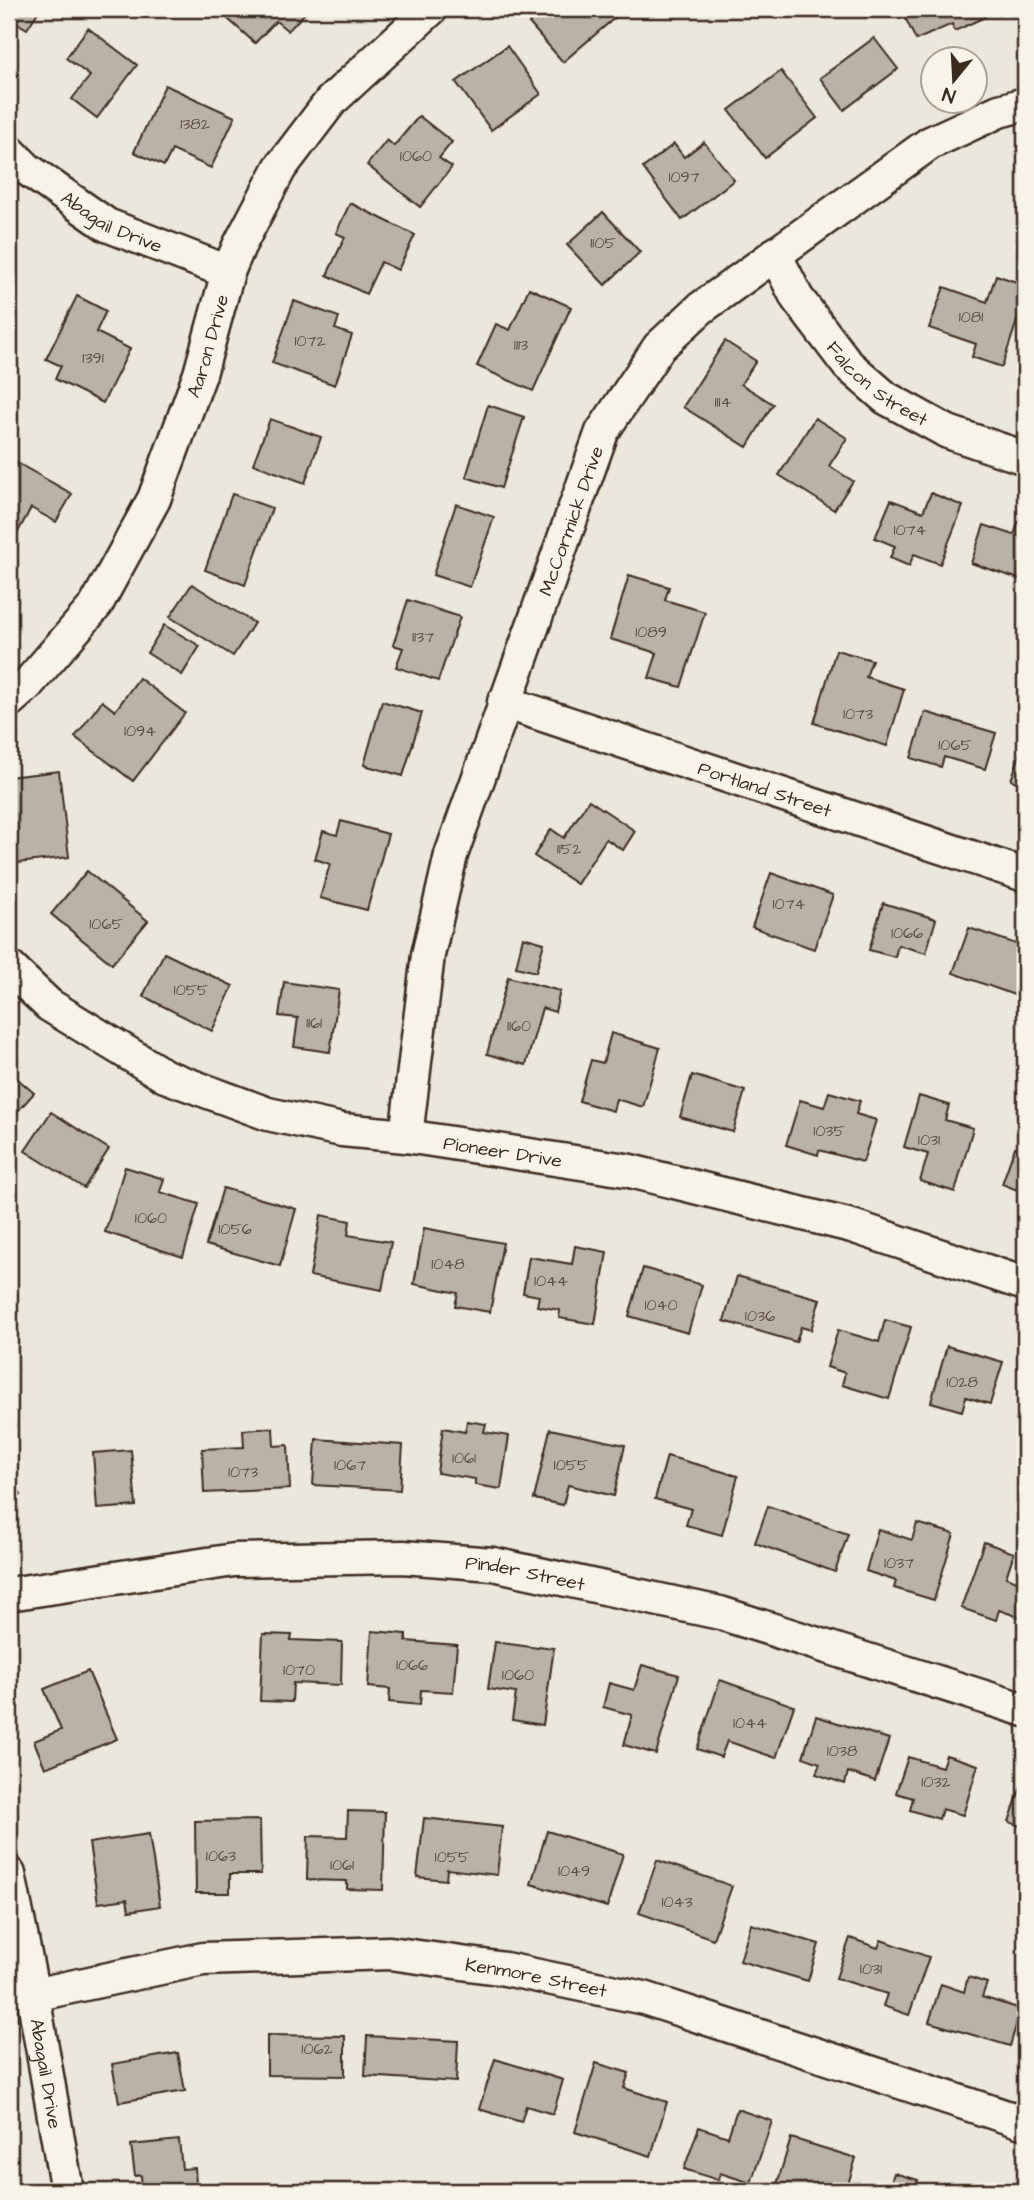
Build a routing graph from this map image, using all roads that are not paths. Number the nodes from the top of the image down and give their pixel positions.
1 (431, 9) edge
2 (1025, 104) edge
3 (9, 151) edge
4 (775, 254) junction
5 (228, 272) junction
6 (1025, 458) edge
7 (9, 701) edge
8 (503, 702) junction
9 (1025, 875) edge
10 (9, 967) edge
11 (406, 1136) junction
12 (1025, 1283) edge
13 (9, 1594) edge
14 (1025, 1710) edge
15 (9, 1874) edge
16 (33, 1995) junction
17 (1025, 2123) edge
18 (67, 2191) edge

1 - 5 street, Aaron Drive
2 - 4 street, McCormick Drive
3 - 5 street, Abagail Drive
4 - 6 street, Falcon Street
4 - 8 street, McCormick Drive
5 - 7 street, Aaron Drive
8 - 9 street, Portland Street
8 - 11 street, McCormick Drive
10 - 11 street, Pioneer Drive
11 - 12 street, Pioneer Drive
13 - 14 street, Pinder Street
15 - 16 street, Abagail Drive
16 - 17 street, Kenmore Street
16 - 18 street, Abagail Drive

■ **Goal of the exercise**: Images are not part of the copy. Everything else in the records must be reproduced exactly.

■ **Answer space**:
Build a routing graph from this map image, using all roads that are not paths. Number the nodes from the top of the image down and give their pixel positions.
1 (431, 9) edge
2 (1025, 104) edge
3 (9, 151) edge
4 (775, 254) junction
5 (228, 272) junction
6 (1025, 458) edge
7 (9, 701) edge
8 (503, 702) junction
9 (1025, 875) edge
10 (9, 967) edge
11 (406, 1136) junction
12 (1025, 1283) edge
13 (9, 1594) edge
14 (1025, 1710) edge
15 (9, 1874) edge
16 (33, 1995) junction
17 (1025, 2123) edge
18 (67, 2191) edge

1 - 5 street, Aaron Drive
2 - 4 street, McCormick Drive
3 - 5 street, Abagail Drive
4 - 6 street, Falcon Street
4 - 8 street, McCormick Drive
5 - 7 street, Aaron Drive
8 - 9 street, Portland Street
8 - 11 street, McCormick Drive
10 - 11 street, Pioneer Drive
11 - 12 street, Pioneer Drive
13 - 14 street, Pinder Street
15 - 16 street, Abagail Drive
16 - 17 street, Kenmore Street
16 - 18 street, Abagail Drive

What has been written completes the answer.